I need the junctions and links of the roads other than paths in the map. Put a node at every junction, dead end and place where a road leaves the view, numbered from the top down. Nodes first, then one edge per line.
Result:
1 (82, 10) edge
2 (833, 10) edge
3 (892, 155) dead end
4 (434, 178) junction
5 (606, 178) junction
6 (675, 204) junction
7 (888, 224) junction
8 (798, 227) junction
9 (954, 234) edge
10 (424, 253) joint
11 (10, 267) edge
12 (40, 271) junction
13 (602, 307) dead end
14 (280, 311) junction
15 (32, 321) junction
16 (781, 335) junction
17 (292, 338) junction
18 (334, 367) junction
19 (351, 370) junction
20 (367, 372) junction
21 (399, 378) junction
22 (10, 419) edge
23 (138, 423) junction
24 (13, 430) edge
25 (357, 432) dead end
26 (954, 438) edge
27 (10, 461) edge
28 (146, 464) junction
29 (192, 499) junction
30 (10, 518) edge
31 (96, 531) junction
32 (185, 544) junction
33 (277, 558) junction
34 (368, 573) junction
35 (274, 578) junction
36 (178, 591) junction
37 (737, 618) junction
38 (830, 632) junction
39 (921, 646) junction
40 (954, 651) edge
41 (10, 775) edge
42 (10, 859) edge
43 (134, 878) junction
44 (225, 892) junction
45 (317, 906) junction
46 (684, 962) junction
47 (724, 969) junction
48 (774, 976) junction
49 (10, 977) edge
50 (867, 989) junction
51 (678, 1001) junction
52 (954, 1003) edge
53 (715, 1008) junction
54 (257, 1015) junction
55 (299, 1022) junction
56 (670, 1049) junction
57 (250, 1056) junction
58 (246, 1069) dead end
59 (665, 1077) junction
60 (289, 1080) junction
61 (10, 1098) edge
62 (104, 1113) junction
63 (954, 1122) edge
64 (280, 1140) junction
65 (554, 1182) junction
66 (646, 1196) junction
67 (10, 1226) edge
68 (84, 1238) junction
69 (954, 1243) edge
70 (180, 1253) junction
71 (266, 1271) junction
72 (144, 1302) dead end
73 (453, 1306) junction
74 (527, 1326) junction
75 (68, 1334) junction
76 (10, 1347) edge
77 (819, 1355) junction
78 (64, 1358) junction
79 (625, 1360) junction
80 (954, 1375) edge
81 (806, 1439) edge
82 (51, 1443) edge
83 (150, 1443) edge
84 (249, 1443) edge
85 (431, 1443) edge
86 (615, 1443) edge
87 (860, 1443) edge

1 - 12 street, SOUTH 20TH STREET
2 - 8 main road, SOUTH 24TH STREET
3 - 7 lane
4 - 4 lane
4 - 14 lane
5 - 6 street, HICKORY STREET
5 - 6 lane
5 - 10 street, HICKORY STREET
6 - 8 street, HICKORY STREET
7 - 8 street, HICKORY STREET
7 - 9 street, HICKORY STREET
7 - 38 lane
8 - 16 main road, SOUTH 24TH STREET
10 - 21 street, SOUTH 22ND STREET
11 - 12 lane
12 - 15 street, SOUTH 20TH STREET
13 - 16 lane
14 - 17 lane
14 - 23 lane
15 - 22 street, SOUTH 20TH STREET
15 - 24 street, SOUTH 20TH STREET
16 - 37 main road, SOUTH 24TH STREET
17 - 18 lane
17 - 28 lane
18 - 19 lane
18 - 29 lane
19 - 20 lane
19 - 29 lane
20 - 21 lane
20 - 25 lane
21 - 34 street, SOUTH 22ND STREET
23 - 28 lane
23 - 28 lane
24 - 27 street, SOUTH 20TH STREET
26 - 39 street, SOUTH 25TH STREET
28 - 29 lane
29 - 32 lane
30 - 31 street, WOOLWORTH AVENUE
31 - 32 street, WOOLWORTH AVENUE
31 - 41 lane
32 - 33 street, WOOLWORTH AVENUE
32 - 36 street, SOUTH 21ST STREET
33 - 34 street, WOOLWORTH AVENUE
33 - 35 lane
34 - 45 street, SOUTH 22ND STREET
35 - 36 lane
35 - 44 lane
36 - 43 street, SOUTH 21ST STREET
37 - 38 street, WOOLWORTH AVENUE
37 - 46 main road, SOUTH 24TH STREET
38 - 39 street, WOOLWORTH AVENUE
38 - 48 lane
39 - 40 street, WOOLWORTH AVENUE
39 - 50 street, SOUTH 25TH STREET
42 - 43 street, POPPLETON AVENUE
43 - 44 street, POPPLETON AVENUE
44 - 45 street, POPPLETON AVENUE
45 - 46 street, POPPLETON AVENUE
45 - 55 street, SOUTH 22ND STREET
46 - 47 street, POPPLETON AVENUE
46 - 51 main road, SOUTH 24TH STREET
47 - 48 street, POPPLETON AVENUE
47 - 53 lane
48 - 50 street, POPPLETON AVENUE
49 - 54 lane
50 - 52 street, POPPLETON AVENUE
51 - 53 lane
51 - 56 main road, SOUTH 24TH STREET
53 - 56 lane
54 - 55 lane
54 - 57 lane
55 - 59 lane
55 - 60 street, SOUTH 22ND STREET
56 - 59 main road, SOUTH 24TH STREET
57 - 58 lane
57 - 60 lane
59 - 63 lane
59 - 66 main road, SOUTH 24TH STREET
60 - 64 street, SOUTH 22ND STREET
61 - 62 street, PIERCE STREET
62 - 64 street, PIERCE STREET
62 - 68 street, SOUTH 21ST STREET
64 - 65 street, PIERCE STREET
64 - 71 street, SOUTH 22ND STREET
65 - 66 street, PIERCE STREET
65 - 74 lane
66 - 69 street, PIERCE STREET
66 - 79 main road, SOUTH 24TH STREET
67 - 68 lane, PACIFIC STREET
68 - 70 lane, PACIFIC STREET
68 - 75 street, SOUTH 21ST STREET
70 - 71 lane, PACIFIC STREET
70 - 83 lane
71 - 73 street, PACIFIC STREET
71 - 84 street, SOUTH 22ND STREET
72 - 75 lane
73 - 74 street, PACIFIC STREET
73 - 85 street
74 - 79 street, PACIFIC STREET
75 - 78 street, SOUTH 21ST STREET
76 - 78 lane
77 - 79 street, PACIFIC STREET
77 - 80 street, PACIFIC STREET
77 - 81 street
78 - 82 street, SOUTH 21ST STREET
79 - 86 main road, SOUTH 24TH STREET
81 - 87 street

══════════

PROBLEM TO WORK ON: Each of the lines above must appear again, unchanged.

TASK ANSWER:
I need the junctions and links of the roads other than paths in the map. Put a node at every junction, dead end and place where a road leaves the view, numbered from the top down. Nodes first, then one edge per line.
Result:
1 (82, 10) edge
2 (833, 10) edge
3 (892, 155) dead end
4 (434, 178) junction
5 (606, 178) junction
6 (675, 204) junction
7 (888, 224) junction
8 (798, 227) junction
9 (954, 234) edge
10 (424, 253) joint
11 (10, 267) edge
12 (40, 271) junction
13 (602, 307) dead end
14 (280, 311) junction
15 (32, 321) junction
16 (781, 335) junction
17 (292, 338) junction
18 (334, 367) junction
19 (351, 370) junction
20 (367, 372) junction
21 (399, 378) junction
22 (10, 419) edge
23 (138, 423) junction
24 (13, 430) edge
25 (357, 432) dead end
26 (954, 438) edge
27 (10, 461) edge
28 (146, 464) junction
29 (192, 499) junction
30 (10, 518) edge
31 (96, 531) junction
32 (185, 544) junction
33 (277, 558) junction
34 (368, 573) junction
35 (274, 578) junction
36 (178, 591) junction
37 (737, 618) junction
38 (830, 632) junction
39 (921, 646) junction
40 (954, 651) edge
41 (10, 775) edge
42 (10, 859) edge
43 (134, 878) junction
44 (225, 892) junction
45 (317, 906) junction
46 (684, 962) junction
47 (724, 969) junction
48 (774, 976) junction
49 (10, 977) edge
50 (867, 989) junction
51 (678, 1001) junction
52 (954, 1003) edge
53 (715, 1008) junction
54 (257, 1015) junction
55 (299, 1022) junction
56 (670, 1049) junction
57 (250, 1056) junction
58 (246, 1069) dead end
59 (665, 1077) junction
60 (289, 1080) junction
61 (10, 1098) edge
62 (104, 1113) junction
63 (954, 1122) edge
64 (280, 1140) junction
65 (554, 1182) junction
66 (646, 1196) junction
67 (10, 1226) edge
68 (84, 1238) junction
69 (954, 1243) edge
70 (180, 1253) junction
71 (266, 1271) junction
72 (144, 1302) dead end
73 (453, 1306) junction
74 (527, 1326) junction
75 (68, 1334) junction
76 (10, 1347) edge
77 (819, 1355) junction
78 (64, 1358) junction
79 (625, 1360) junction
80 (954, 1375) edge
81 (806, 1439) edge
82 (51, 1443) edge
83 (150, 1443) edge
84 (249, 1443) edge
85 (431, 1443) edge
86 (615, 1443) edge
87 (860, 1443) edge

1 - 12 street, SOUTH 20TH STREET
2 - 8 main road, SOUTH 24TH STREET
3 - 7 lane
4 - 4 lane
4 - 14 lane
5 - 6 street, HICKORY STREET
5 - 6 lane
5 - 10 street, HICKORY STREET
6 - 8 street, HICKORY STREET
7 - 8 street, HICKORY STREET
7 - 9 street, HICKORY STREET
7 - 38 lane
8 - 16 main road, SOUTH 24TH STREET
10 - 21 street, SOUTH 22ND STREET
11 - 12 lane
12 - 15 street, SOUTH 20TH STREET
13 - 16 lane
14 - 17 lane
14 - 23 lane
15 - 22 street, SOUTH 20TH STREET
15 - 24 street, SOUTH 20TH STREET
16 - 37 main road, SOUTH 24TH STREET
17 - 18 lane
17 - 28 lane
18 - 19 lane
18 - 29 lane
19 - 20 lane
19 - 29 lane
20 - 21 lane
20 - 25 lane
21 - 34 street, SOUTH 22ND STREET
23 - 28 lane
23 - 28 lane
24 - 27 street, SOUTH 20TH STREET
26 - 39 street, SOUTH 25TH STREET
28 - 29 lane
29 - 32 lane
30 - 31 street, WOOLWORTH AVENUE
31 - 32 street, WOOLWORTH AVENUE
31 - 41 lane
32 - 33 street, WOOLWORTH AVENUE
32 - 36 street, SOUTH 21ST STREET
33 - 34 street, WOOLWORTH AVENUE
33 - 35 lane
34 - 45 street, SOUTH 22ND STREET
35 - 36 lane
35 - 44 lane
36 - 43 street, SOUTH 21ST STREET
37 - 38 street, WOOLWORTH AVENUE
37 - 46 main road, SOUTH 24TH STREET
38 - 39 street, WOOLWORTH AVENUE
38 - 48 lane
39 - 40 street, WOOLWORTH AVENUE
39 - 50 street, SOUTH 25TH STREET
42 - 43 street, POPPLETON AVENUE
43 - 44 street, POPPLETON AVENUE
44 - 45 street, POPPLETON AVENUE
45 - 46 street, POPPLETON AVENUE
45 - 55 street, SOUTH 22ND STREET
46 - 47 street, POPPLETON AVENUE
46 - 51 main road, SOUTH 24TH STREET
47 - 48 street, POPPLETON AVENUE
47 - 53 lane
48 - 50 street, POPPLETON AVENUE
49 - 54 lane
50 - 52 street, POPPLETON AVENUE
51 - 53 lane
51 - 56 main road, SOUTH 24TH STREET
53 - 56 lane
54 - 55 lane
54 - 57 lane
55 - 59 lane
55 - 60 street, SOUTH 22ND STREET
56 - 59 main road, SOUTH 24TH STREET
57 - 58 lane
57 - 60 lane
59 - 63 lane
59 - 66 main road, SOUTH 24TH STREET
60 - 64 street, SOUTH 22ND STREET
61 - 62 street, PIERCE STREET
62 - 64 street, PIERCE STREET
62 - 68 street, SOUTH 21ST STREET
64 - 65 street, PIERCE STREET
64 - 71 street, SOUTH 22ND STREET
65 - 66 street, PIERCE STREET
65 - 74 lane
66 - 69 street, PIERCE STREET
66 - 79 main road, SOUTH 24TH STREET
67 - 68 lane, PACIFIC STREET
68 - 70 lane, PACIFIC STREET
68 - 75 street, SOUTH 21ST STREET
70 - 71 lane, PACIFIC STREET
70 - 83 lane
71 - 73 street, PACIFIC STREET
71 - 84 street, SOUTH 22ND STREET
72 - 75 lane
73 - 74 street, PACIFIC STREET
73 - 85 street
74 - 79 street, PACIFIC STREET
75 - 78 street, SOUTH 21ST STREET
76 - 78 lane
77 - 79 street, PACIFIC STREET
77 - 80 street, PACIFIC STREET
77 - 81 street
78 - 82 street, SOUTH 21ST STREET
79 - 86 main road, SOUTH 24TH STREET
81 - 87 street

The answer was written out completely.